BEGIN DATASET RECORDS

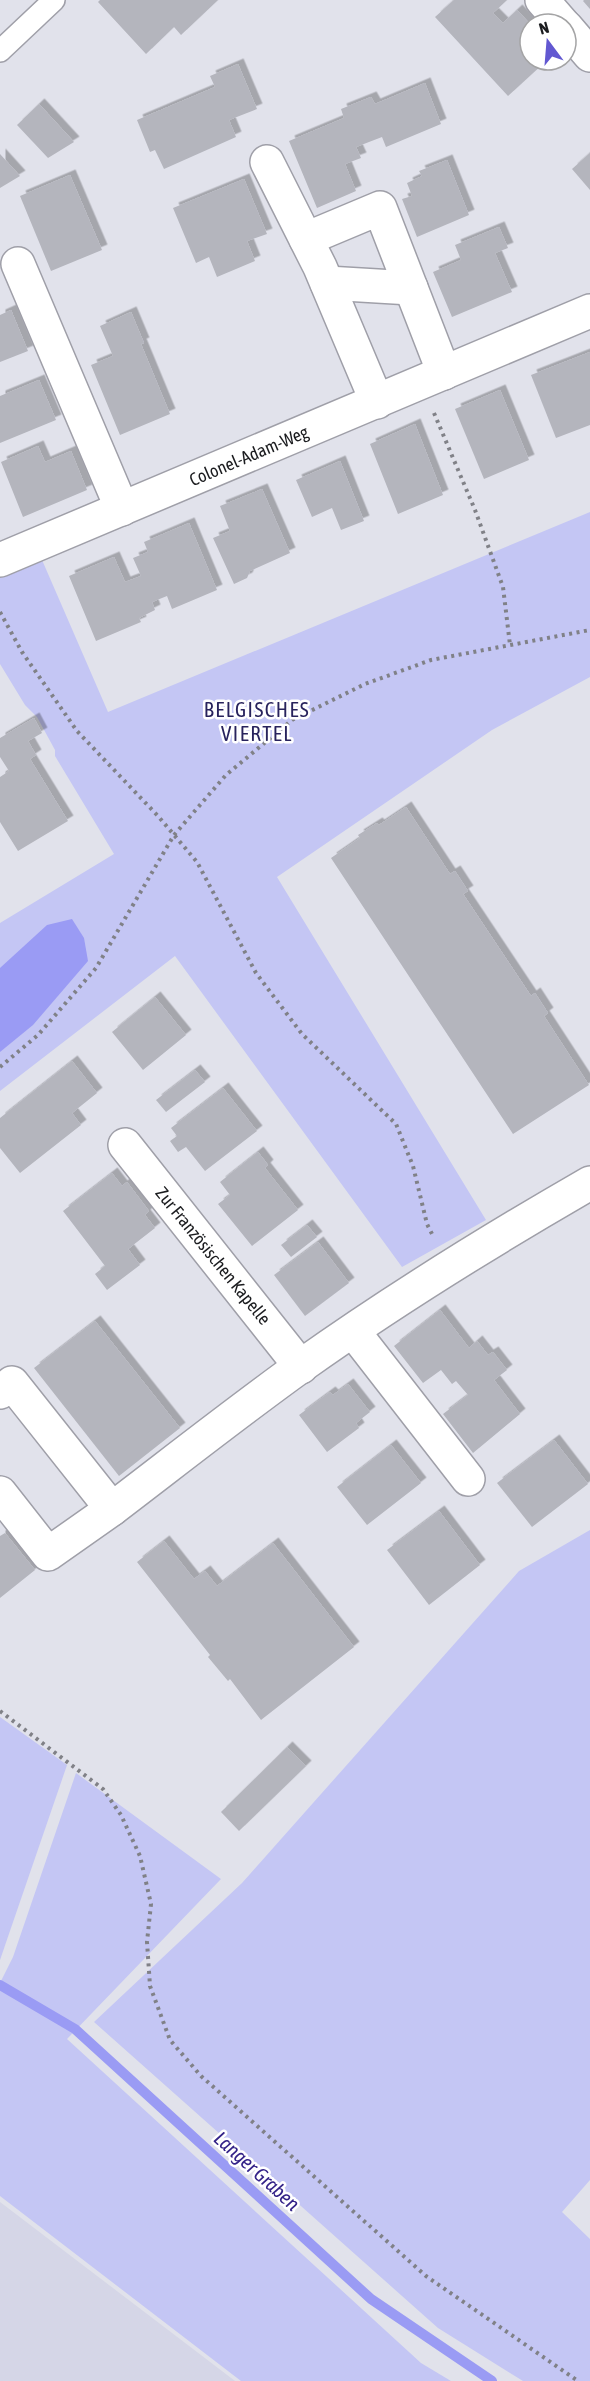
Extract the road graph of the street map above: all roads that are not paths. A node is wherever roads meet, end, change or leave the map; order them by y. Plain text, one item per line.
1 (54, 0) edge
2 (542, 0) edge
3 (553, 12) edge
4 (578, 41) edge
5 (0, 51) edge
6 (590, 55) edge
7 (267, 162) dead end
8 (306, 239) junction
9 (18, 264) dead end
10 (327, 284) junction
11 (411, 288) junction
12 (590, 311) edge
13 (433, 378) junction
14 (377, 402) junction
15 (122, 509) junction
16 (0, 560) edge
17 (125, 1145) dead end
18 (590, 1184) edge
19 (353, 1331) junction
20 (301, 1367) junction
21 (0, 1392) edge
22 (468, 1479) dead end
23 (0, 1493) edge
24 (112, 1509) junction

1 - 5 lane
2 - 3 street
4 - 6 street
7 - 8 street
8 - 10 street
8 - 11 street
9 - 15 street
10 - 11 street
10 - 14 street
11 - 13 street
12 - 13 street, Colonel-Adam-Weg
13 - 14 street, Colonel-Adam-Weg
14 - 15 street, Colonel-Adam-Weg
15 - 16 street, Colonel-Adam-Weg
17 - 20 street, Zur Französischen Kapelle
18 - 19 street
19 - 20 street
19 - 22 street
20 - 24 street
21 - 24 street
23 - 24 street

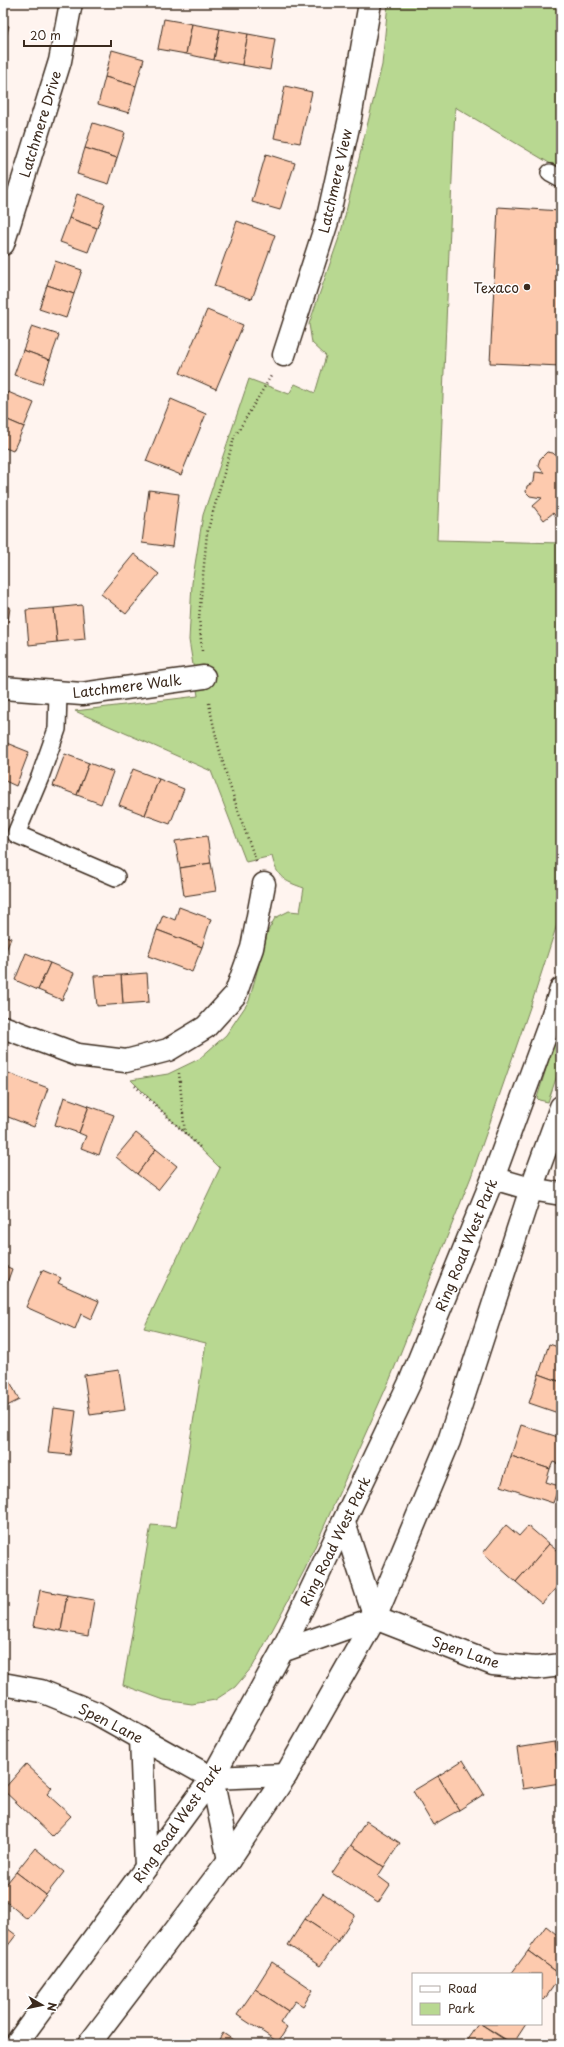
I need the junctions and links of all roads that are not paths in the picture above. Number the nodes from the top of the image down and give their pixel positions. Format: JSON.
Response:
{"nodes":[{"id":1,"x":71,"y":3,"type":"edge"},
{"id":2,"x":363,"y":4,"type":"edge"},
{"id":3,"x":3,"y":244,"type":"edge"},
{"id":4,"x":284,"y":355,"type":"road end"},
{"id":5,"x":204,"y":677,"type":"road end"},
{"id":6,"x":3,"y":688,"type":"edge"},
{"id":7,"x":58,"y":693,"type":"junction"},
{"id":8,"x":116,"y":877,"type":"dead end"},
{"id":9,"x":264,"y":884,"type":"road end"},
{"id":10,"x":561,"y":989,"type":"edge"},
{"id":11,"x":3,"y":1027,"type":"edge"},
{"id":12,"x":561,"y":1107,"type":"edge"},
{"id":13,"x":493,"y":1178,"type":"junction"},
{"id":14,"x":531,"y":1189,"type":"junction"},
{"id":15,"x":561,"y":1194,"type":"edge"},
{"id":16,"x":344,"y":1523,"type":"junction"},
{"id":17,"x":375,"y":1618,"type":"junction"},
{"id":18,"x":282,"y":1651,"type":"junction"},
{"id":19,"x":561,"y":1665,"type":"edge"},
{"id":20,"x":3,"y":1684,"type":"edge"},
{"id":21,"x":141,"y":1738,"type":"junction"},
{"id":22,"x":286,"y":1775,"type":"junction"},
{"id":23,"x":212,"y":1778,"type":"junction"},
{"id":24,"x":229,"y":1860,"type":"junction"},
{"id":25,"x":146,"y":1867,"type":"junction"},
{"id":26,"x":16,"y":2044,"type":"edge"},
{"id":27,"x":89,"y":2044,"type":"edge"}],
"edges":[{"from":1,"to":3,"type":"main road","name":"Latchmere Drive"},
{"from":2,"to":4,"type":"main road","name":"Latchmere View"},
{"from":5,"to":7,"type":"main road","name":"Latchmere Walk"},
{"from":6,"to":7,"type":"main road","name":"Latchmere Walk"},
{"from":7,"to":8,"type":"lane"},
{"from":9,"to":11,"type":"main road"},
{"from":10,"to":13,"type":"main road","name":"Ring Road West Park"},
{"from":12,"to":14,"type":"main road"},
{"from":13,"to":14,"type":"main road"},
{"from":13,"to":16,"type":"main road","name":"Ring Road West Park"},
{"from":14,"to":15,"type":"main road"},
{"from":14,"to":17,"type":"main road"},
{"from":16,"to":17,"type":"main road"},
{"from":16,"to":18,"type":"main road","name":"Ring Road West Park"},
{"from":17,"to":18,"type":"main road"},
{"from":17,"to":19,"type":"main road","name":"Spen Lane"},
{"from":17,"to":22,"type":"main road"},
{"from":18,"to":23,"type":"main road","name":"Ring Road West Park"},
{"from":20,"to":21,"type":"main road","name":"Spen Lane"},
{"from":21,"to":23,"type":"main road","name":"Spen Lane"},
{"from":21,"to":25,"type":"main road"},
{"from":22,"to":23,"type":"main road"},
{"from":22,"to":24,"type":"main road"},
{"from":23,"to":24,"type":"main road"},
{"from":23,"to":25,"type":"main road","name":"Ring Road West Park"},
{"from":24,"to":27,"type":"main road"},
{"from":25,"to":26,"type":"main road","name":"Ring Road West Park"}]}
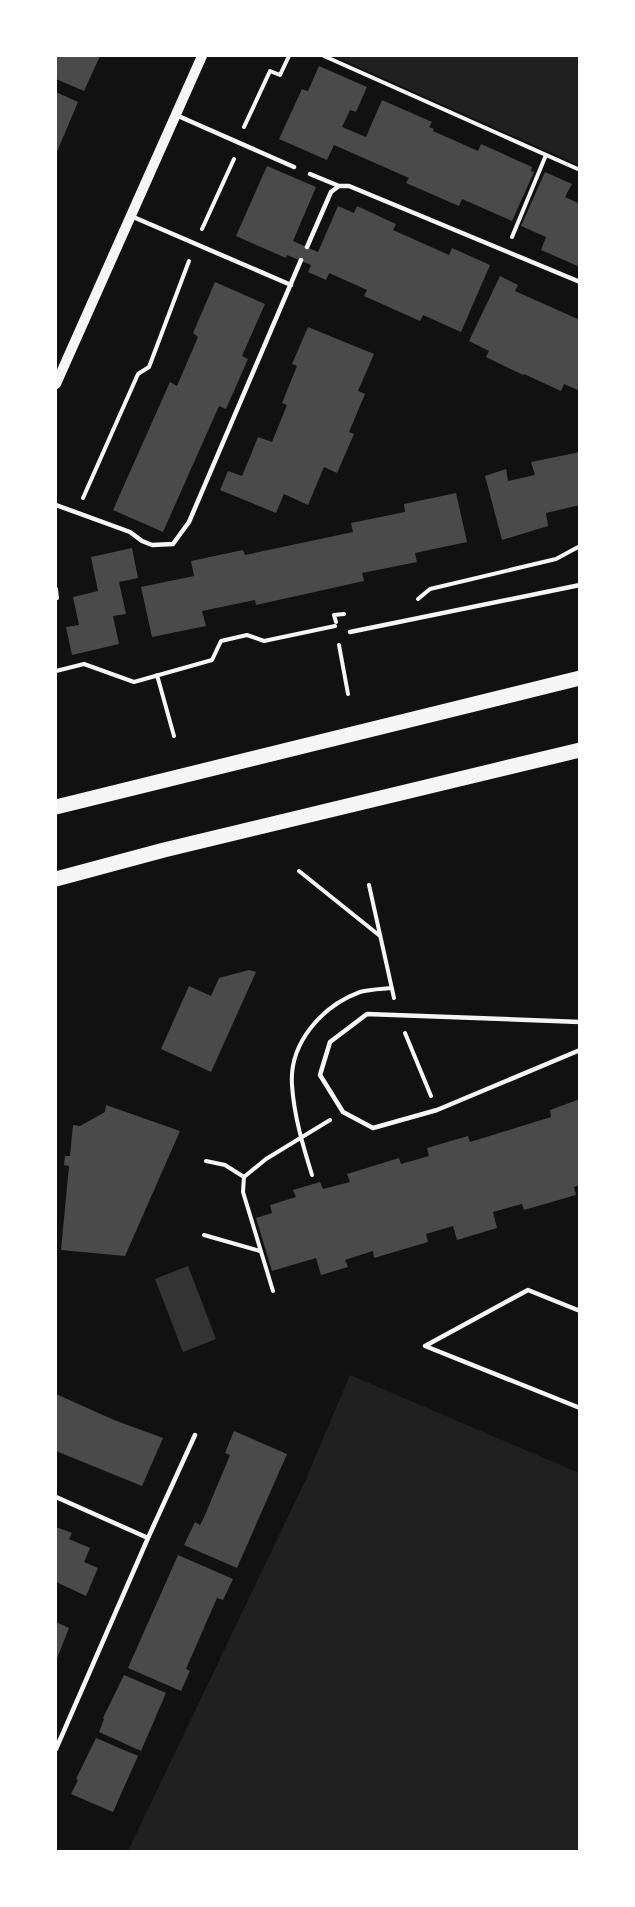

END DATASET RECORDS

• [DIRECTIONS FOR THIS TASK]
Copy every line in the records above that contains the word "roads".

• [SOLUTION TO THE EXERCISE]
Extract the road graph of the street map above: all roads that are not paths. A node is wherever roads meet, end, change or leave the map; order them by y. Plain text, one item per line.
I need the junctions and links of all roads that are not paths in the picture above. Number the nodes from the top of the image down and give their pixel positions. Format: JSON.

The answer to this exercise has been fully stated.